Ford's turnaround plan for Europe looks awfully familiar
Last fall, Ford CEO Alan Mulally and his team announced a comprehensive turnaround plan for Ford Europe, which was on its way to losing over $1.7 billion in 2012. I said at the time that that plan looked familiar – it's essentially the same "One Ford" strategy that put Ford on the path to big profits here in North America.
The gist of that approach is pretty simple: a single global line of vehicles produced to a premium standard, with just enough factories to meet demand. Top-notch vehicles – in any market segment – can command premium prices, which boosts profits. At the same time, busy factories are the most profitable kind – and having just enough keeps fixed costs low, which makes the company less vulnerable in a downturn.
That has worked wonders for Ford here in North America, where it has the happy problem of trying to keep up with demand for its hot products. Meanwhile, in Europe, Ford had too many factories and a so-so product lineup.
Enter Ford's turnaround plan: The company has already closed two factories in the U.K. and is set to close a big facility in Belgium next year. Meanwhile, Ford has already introduced several new or refreshed products in Europe – and is drawing on its now-global lineup to add more.

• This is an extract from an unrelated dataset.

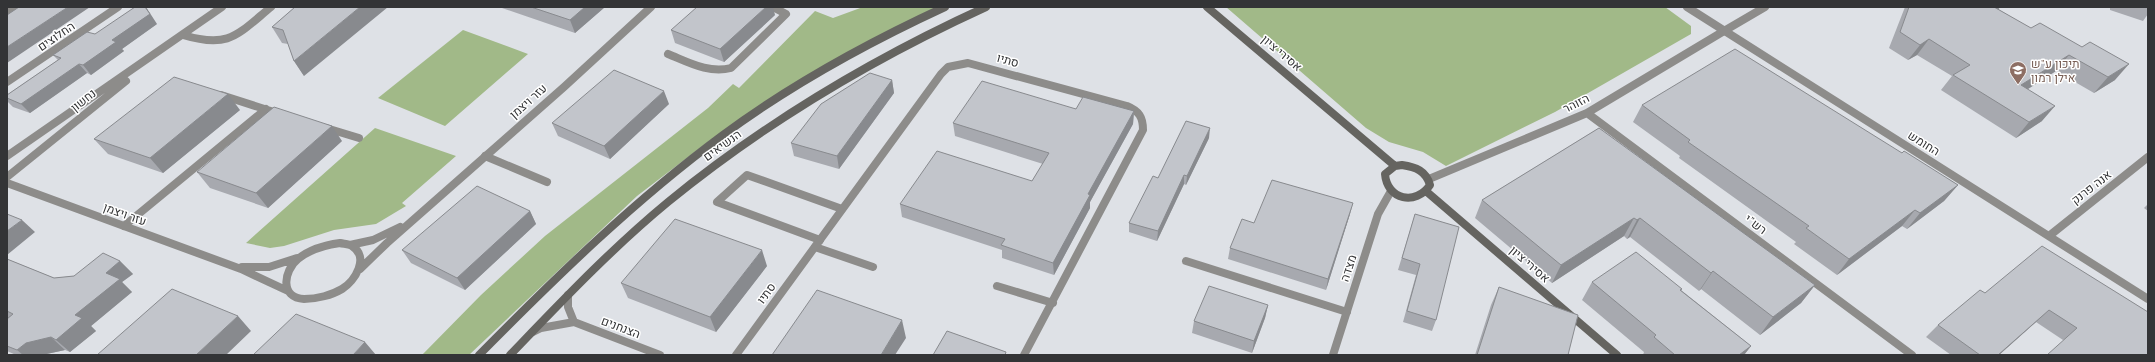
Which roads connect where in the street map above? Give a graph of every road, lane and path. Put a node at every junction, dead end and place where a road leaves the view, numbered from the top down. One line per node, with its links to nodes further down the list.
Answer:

And those products are succeeding. Sales of the Kuga – Europe's version of the new Escape – were up 7% in August, and the new B-Max (shown above) has become the best-seller in its segment, Ford said.
But will things get worse before they get better?
Ford Europe chief Stephen Odell said on Monday that he thinks Europe's new-car market has hit "bottom" – but that doesn't necessarily mean that things are looking up. "There are no major signs of uptick but it does feel like we're running along the bottom," Odell told reporters at the Frankfurt Motor Show in Germany.
That's a view I've heard from other experts – it's hard to see how Europe could get much worse, but it's not likely to get a whole lot better any time soon. That said, Odell thinks Ford Europe will be profitable by the end of 2015.
Given Ford's losses in Europe last year, and losses that could total $1.8 billion by the end of 2013, even breaking even in Europe would be a big boost to the company's overall bottom line. The good news for Ford shareholders is that even if Europe's new-car market continues its slump, Ford appears to be on track to hit that goal within a couple of years.
Fool contributor John Rosevear owns shares of Ford. You can connect with him on Twitter at @jrosevear. The Motley Fool recommends Ford. The Motley Fool owns shares of Ford. Try any of our Foolish newsletter services free for 30 days. We Fools may not all hold the same opinions, but we all believe that considering a diverse range of insights makes us better investors. The Motley Fool has a disclosure policy.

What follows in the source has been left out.